Seize personnages, hommes ou femmes, de milieux, d’origines, d’époques, de situations différents se trouvent confrontés aux mêmes questions qui surgissent tout à coup dans leur vie : suis-je celui ou celle que je crois être ? Celui ou celle que j’aime est-il bien celui ou celle que je pensais, ou ai-je été aveuglé par mes sentiments ? Dois-je finalement mener à bien ce projet qui me semble soudain hasardeux ? Les voix que j’entends sont-elles réelles ou imaginaires ? Ceux qui m’entourent me veulent-ils du bien ou du mal ? Suis-je enfin lucide ou suis-je en train de divaguer ? Les frontières entre le monde animal et le monde humain ne sont-elles pas parfois un peu floues ? Normalité ou anormalité ? Réel ou fantastique ? Erreur ou vérité ? Les contours sont érodés.

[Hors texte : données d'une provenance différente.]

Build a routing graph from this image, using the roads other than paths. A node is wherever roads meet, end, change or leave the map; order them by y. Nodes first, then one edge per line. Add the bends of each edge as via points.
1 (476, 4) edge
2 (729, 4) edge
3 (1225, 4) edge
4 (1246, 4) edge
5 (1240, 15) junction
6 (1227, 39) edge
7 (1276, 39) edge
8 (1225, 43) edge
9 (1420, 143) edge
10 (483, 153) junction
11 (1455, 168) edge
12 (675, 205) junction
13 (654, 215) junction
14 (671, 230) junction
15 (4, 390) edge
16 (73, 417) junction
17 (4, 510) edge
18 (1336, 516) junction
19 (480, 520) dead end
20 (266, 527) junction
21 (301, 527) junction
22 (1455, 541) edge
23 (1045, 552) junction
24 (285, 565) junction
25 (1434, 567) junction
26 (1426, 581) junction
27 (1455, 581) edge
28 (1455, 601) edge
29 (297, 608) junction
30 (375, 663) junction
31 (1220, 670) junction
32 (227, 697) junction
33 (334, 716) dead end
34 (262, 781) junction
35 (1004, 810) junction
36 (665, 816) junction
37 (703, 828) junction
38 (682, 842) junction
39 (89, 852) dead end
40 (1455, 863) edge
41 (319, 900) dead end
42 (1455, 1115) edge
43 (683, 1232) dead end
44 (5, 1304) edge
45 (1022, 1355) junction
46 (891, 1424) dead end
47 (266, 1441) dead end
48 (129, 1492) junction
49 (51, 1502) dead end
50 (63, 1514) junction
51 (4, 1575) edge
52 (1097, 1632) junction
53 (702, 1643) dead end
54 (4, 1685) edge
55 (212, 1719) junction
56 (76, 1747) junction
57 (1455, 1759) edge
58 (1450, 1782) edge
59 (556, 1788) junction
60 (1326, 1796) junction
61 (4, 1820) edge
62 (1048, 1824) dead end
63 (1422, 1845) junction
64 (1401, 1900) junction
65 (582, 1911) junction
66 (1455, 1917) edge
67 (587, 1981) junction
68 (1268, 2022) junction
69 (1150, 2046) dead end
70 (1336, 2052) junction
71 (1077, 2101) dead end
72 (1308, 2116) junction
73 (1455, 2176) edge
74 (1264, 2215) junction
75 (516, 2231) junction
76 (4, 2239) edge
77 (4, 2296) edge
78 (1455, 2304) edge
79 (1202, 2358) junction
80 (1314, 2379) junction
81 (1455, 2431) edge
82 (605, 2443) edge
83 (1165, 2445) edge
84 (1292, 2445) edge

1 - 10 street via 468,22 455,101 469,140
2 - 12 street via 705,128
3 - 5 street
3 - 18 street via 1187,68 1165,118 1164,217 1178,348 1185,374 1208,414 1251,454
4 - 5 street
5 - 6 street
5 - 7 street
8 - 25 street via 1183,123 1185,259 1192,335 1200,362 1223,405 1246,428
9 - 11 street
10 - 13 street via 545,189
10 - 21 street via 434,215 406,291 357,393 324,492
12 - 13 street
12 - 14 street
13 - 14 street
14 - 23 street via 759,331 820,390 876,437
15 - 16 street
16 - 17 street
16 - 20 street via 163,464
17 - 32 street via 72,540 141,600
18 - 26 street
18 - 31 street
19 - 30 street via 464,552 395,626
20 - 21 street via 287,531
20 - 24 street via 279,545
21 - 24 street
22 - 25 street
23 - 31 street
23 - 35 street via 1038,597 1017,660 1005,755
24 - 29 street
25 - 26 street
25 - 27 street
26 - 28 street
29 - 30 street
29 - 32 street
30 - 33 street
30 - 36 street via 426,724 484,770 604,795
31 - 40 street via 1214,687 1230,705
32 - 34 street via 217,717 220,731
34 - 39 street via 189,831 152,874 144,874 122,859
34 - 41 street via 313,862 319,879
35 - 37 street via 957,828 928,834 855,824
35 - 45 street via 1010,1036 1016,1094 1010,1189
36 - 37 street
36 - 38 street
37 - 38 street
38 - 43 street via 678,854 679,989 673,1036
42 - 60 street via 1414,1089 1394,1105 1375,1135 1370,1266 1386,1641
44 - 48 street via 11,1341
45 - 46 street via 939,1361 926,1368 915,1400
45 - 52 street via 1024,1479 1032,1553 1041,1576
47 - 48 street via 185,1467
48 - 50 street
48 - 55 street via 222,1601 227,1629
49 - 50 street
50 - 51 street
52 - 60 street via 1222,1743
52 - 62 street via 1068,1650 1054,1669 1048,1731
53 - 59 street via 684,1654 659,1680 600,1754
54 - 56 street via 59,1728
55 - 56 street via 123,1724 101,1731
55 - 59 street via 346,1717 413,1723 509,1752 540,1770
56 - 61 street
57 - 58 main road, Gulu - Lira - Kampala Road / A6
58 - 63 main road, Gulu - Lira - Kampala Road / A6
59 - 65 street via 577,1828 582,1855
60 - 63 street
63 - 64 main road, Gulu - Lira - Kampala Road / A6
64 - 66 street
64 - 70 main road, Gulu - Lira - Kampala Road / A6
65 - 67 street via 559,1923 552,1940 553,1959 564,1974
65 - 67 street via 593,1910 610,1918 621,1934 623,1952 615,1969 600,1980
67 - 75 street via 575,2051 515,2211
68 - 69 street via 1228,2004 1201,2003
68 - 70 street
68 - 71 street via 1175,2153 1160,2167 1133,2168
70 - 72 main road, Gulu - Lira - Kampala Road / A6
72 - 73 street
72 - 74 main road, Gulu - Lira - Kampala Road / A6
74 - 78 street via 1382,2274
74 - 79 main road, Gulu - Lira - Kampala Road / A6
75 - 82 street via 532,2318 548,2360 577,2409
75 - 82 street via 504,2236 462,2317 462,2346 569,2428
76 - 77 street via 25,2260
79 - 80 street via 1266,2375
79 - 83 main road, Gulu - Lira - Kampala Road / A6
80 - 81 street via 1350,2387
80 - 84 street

Des personnages incertains, peu sûrs d’eux, en quête d’identité, souvent dotés d’une extrême sensibilité, à la frontière du normal et du pathologique, cherchent des points d’appui dans une réalité qui semble se dérober et se jouer d’eux.
La variété des situations et des contextes reproduit les mêmes atermoiements, les mêmes interrogations mais différemment déclinés, et les récits sont suffisamment variés pour ne pas générer de lassitude pour le lecteur (même si l’on peut penser - et c’est une toute petite réserve - que 16 histoires, c’est un maximum pour ne pas susciter un effet de répétition).
Quant à la narration, elle est menée tambour battant : l’auteur, qui maîtrise bien la structure d’une nouvelle, fait monter la tension en resserrant progressivement une sorte d’étau autour du personnage principal et le dénouement n’est pas toujours de la même teneur et donc pas forcément prévisible. Il arrive même qu’il maintienne l’incertitude sans conclusion ferme.
L’écriture est agréable à lire car, tout en étant littéraire et souvent poétique, elle reste néanmoins simple et apparentée au langage courant. Elle est manifestement très travaillée.
En résumé, une lecture agréable et très originale.